(Stored data)
━━━━━━━━

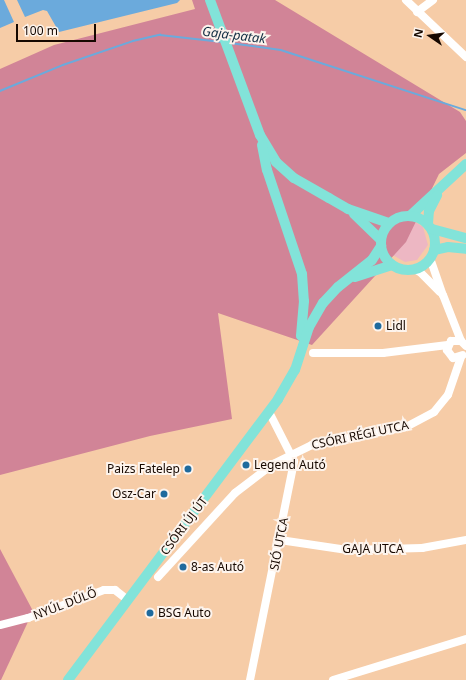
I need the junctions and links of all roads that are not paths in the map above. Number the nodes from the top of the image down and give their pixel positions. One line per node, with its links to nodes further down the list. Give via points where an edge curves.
1 (210, 0): 6 (main road)
2 (406, 0): 4 (street)
3 (433, 0): 4 (street)
4 (417, 12): 5 (street)
5 (466, 57)
6 (260, 135): 9 (main road, via 271,155 289,174); 26 (main road, via 267,170 302,274 304,318)
7 (466, 164): 8 (main road)
8 (450, 178): 10 (main road); 12 (main road, via 433,202 428,215)
9 (348, 209): 11 (main road); 14 (main road)
10 (411, 215): 11 (main road, via 399,217); 12 (main road)
11 (389, 223): 14 (main road)
12 (430, 226): 13 (main road); 16 (main road, via 436,241)
13 (466, 238)
14 (381, 243): 17 (main road, via 385,257); 19 (main road, via 372,260)
15 (466, 249): 16 (main road, via 448,247)
16 (432, 254): 18 (main road); 20 (street)
17 (392, 265): 18 (main road); 19 (main road)
18 (414, 269): 20 (street)
19 (349, 279): 26 (main road, via 328,296 314,317)
20 (443, 295): 21 (street)
21 (453, 321): 22 (street); 23 (street)
22 (464, 344): 23 (street); 25 (street, CSÓRI RÉGI UTCA)
23 (450, 349): 24 (street, via 425,348 371,354); 25 (street); 27 (street)
24 (313, 353)
25 (463, 356): 27 (street, CSÓRI RÉGI UTCA)
26 (295, 370): 28 (main road, CSÓRI ÚJ ÚT)
27 (452, 386): 29 (street, CSÓRI RÉGI UTCA, via 441,405 414,423 392,430 321,442)
28 (269, 412): 29 (street, SIÓ UTCA); 33 (main road, CSÓRI ÚJ ÚT)
29 (292, 454): 30 (street, SIÓ UTCA, via 294,461); 32 (street, CSÓRI RÉGI UTCA, via 242,486)
30 (280, 540): 31 (street, GAJA UTCA, via 347,550 422,548); 37 (street, SIÓ UTCA)
31 (466, 540)
32 (158, 576)
33 (128, 600): 34 (street, NYÚL DŰLŐ, via 115,590 104,590 28,618); 36 (main road, CSÓRI ÚJ ÚT)
34 (0, 625)
35 (466, 638): 38 (street)
36 (68, 680)
37 (250, 680)
38 (333, 680)

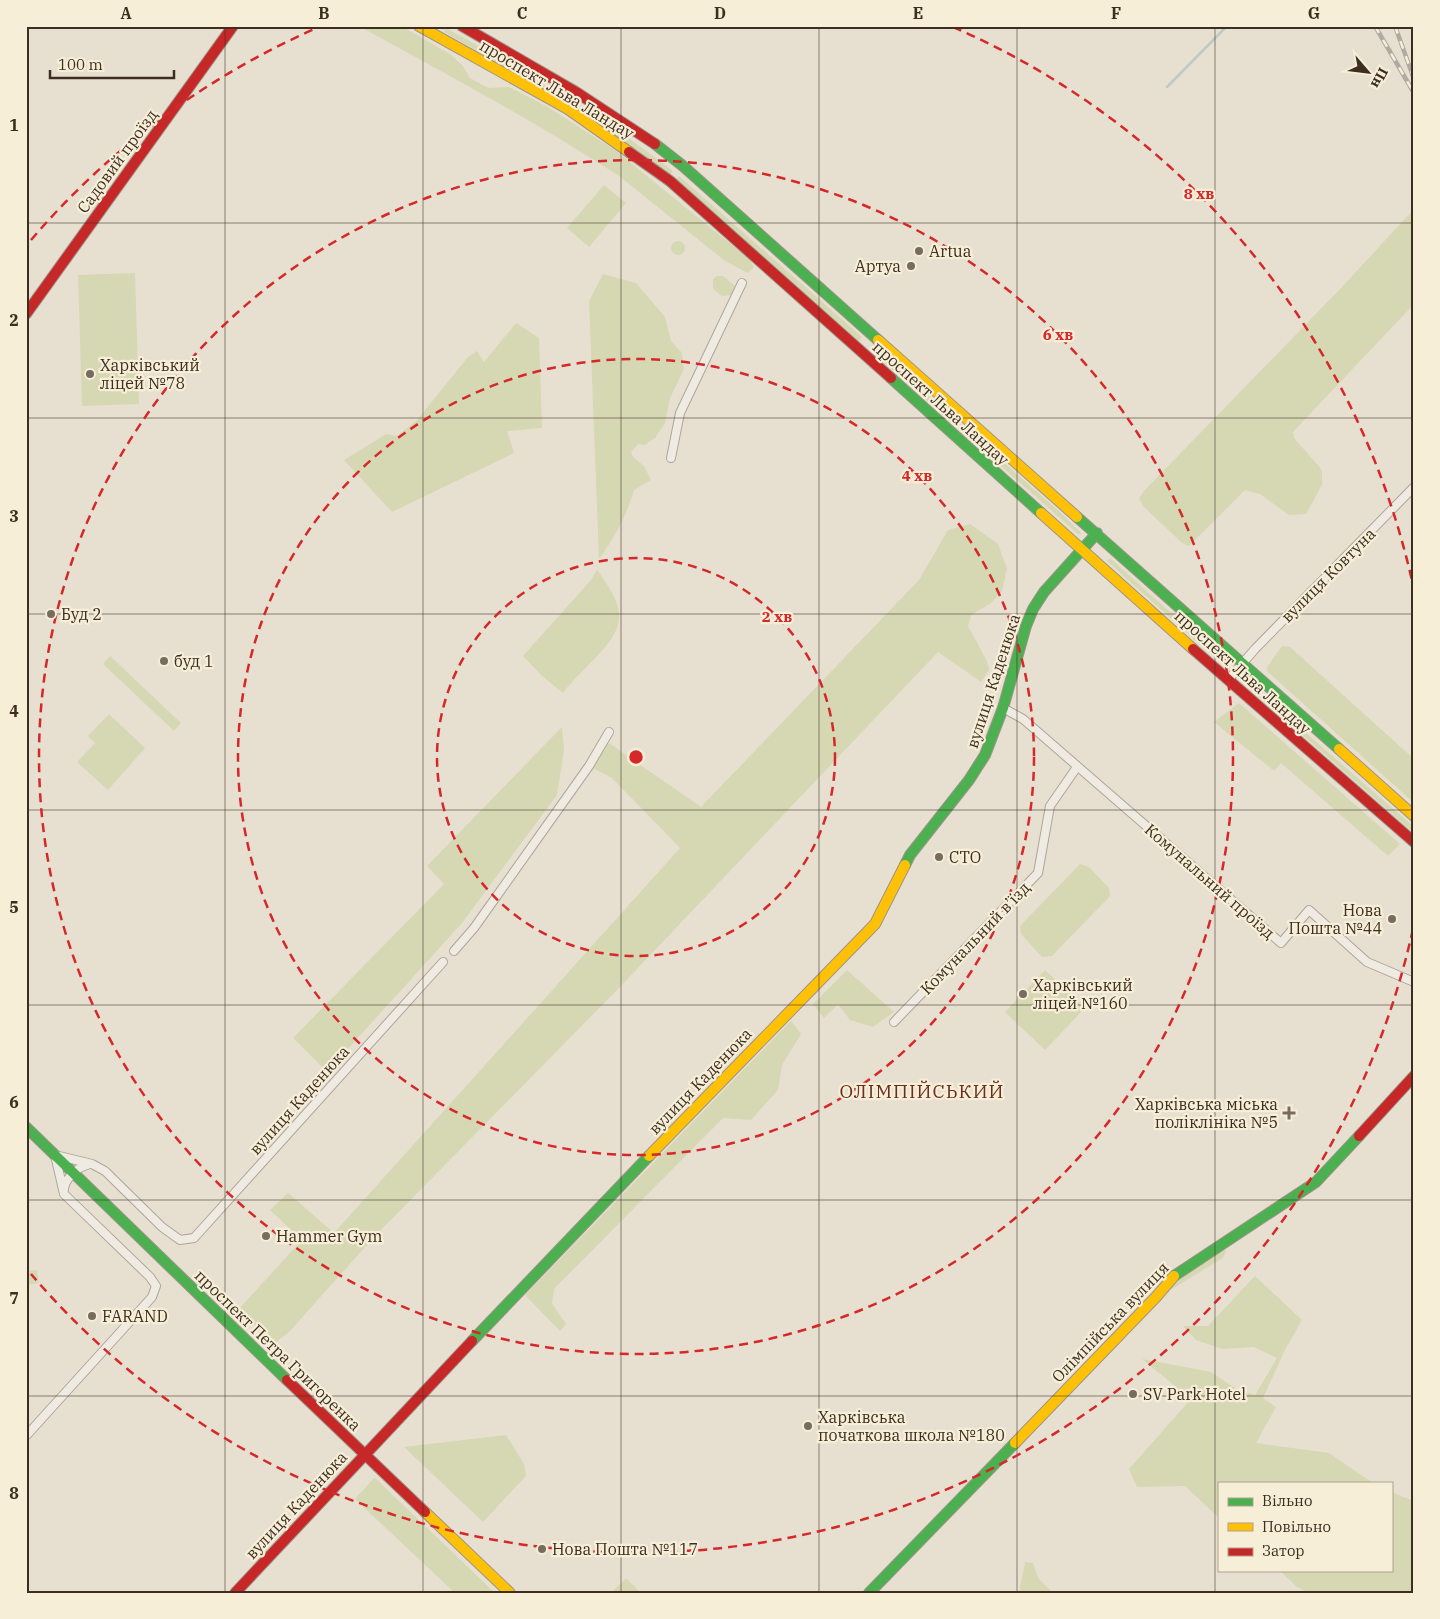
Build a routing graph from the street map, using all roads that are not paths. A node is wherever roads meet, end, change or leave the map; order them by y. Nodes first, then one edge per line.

━━━━━━━━

* **EXERCISE GOAL**: Copy out all the data exactly; skip the pictures.

* **RESULT OF THE EXERCISE**:
I need the junctions and links of all roads that are not paths in the map above. Number the nodes from the top of the image down and give their pixel positions. One line per node, with its links to nodes further down the list. Give via points where an edge curves.
1 (210, 0): 6 (main road)
2 (406, 0): 4 (street)
3 (433, 0): 4 (street)
4 (417, 12): 5 (street)
5 (466, 57)
6 (260, 135): 9 (main road, via 271,155 289,174); 26 (main road, via 267,170 302,274 304,318)
7 (466, 164): 8 (main road)
8 (450, 178): 10 (main road); 12 (main road, via 433,202 428,215)
9 (348, 209): 11 (main road); 14 (main road)
10 (411, 215): 11 (main road, via 399,217); 12 (main road)
11 (389, 223): 14 (main road)
12 (430, 226): 13 (main road); 16 (main road, via 436,241)
13 (466, 238)
14 (381, 243): 17 (main road, via 385,257); 19 (main road, via 372,260)
15 (466, 249): 16 (main road, via 448,247)
16 (432, 254): 18 (main road); 20 (street)
17 (392, 265): 18 (main road); 19 (main road)
18 (414, 269): 20 (street)
19 (349, 279): 26 (main road, via 328,296 314,317)
20 (443, 295): 21 (street)
21 (453, 321): 22 (street); 23 (street)
22 (464, 344): 23 (street); 25 (street, CSÓRI RÉGI UTCA)
23 (450, 349): 24 (street, via 425,348 371,354); 25 (street); 27 (street)
24 (313, 353)
25 (463, 356): 27 (street, CSÓRI RÉGI UTCA)
26 (295, 370): 28 (main road, CSÓRI ÚJ ÚT)
27 (452, 386): 29 (street, CSÓRI RÉGI UTCA, via 441,405 414,423 392,430 321,442)
28 (269, 412): 29 (street, SIÓ UTCA); 33 (main road, CSÓRI ÚJ ÚT)
29 (292, 454): 30 (street, SIÓ UTCA, via 294,461); 32 (street, CSÓRI RÉGI UTCA, via 242,486)
30 (280, 540): 31 (street, GAJA UTCA, via 347,550 422,548); 37 (street, SIÓ UTCA)
31 (466, 540)
32 (158, 576)
33 (128, 600): 34 (street, NYÚL DŰLŐ, via 115,590 104,590 28,618); 36 (main road, CSÓRI ÚJ ÚT)
34 (0, 625)
35 (466, 638): 38 (street)
36 (68, 680)
37 (250, 680)
38 (333, 680)

Build a routing graph from the street map, using all roads that are not paths. A node is wherever roads meet, end, change or leave the map; order them by y. Nodes first, then one edge per line.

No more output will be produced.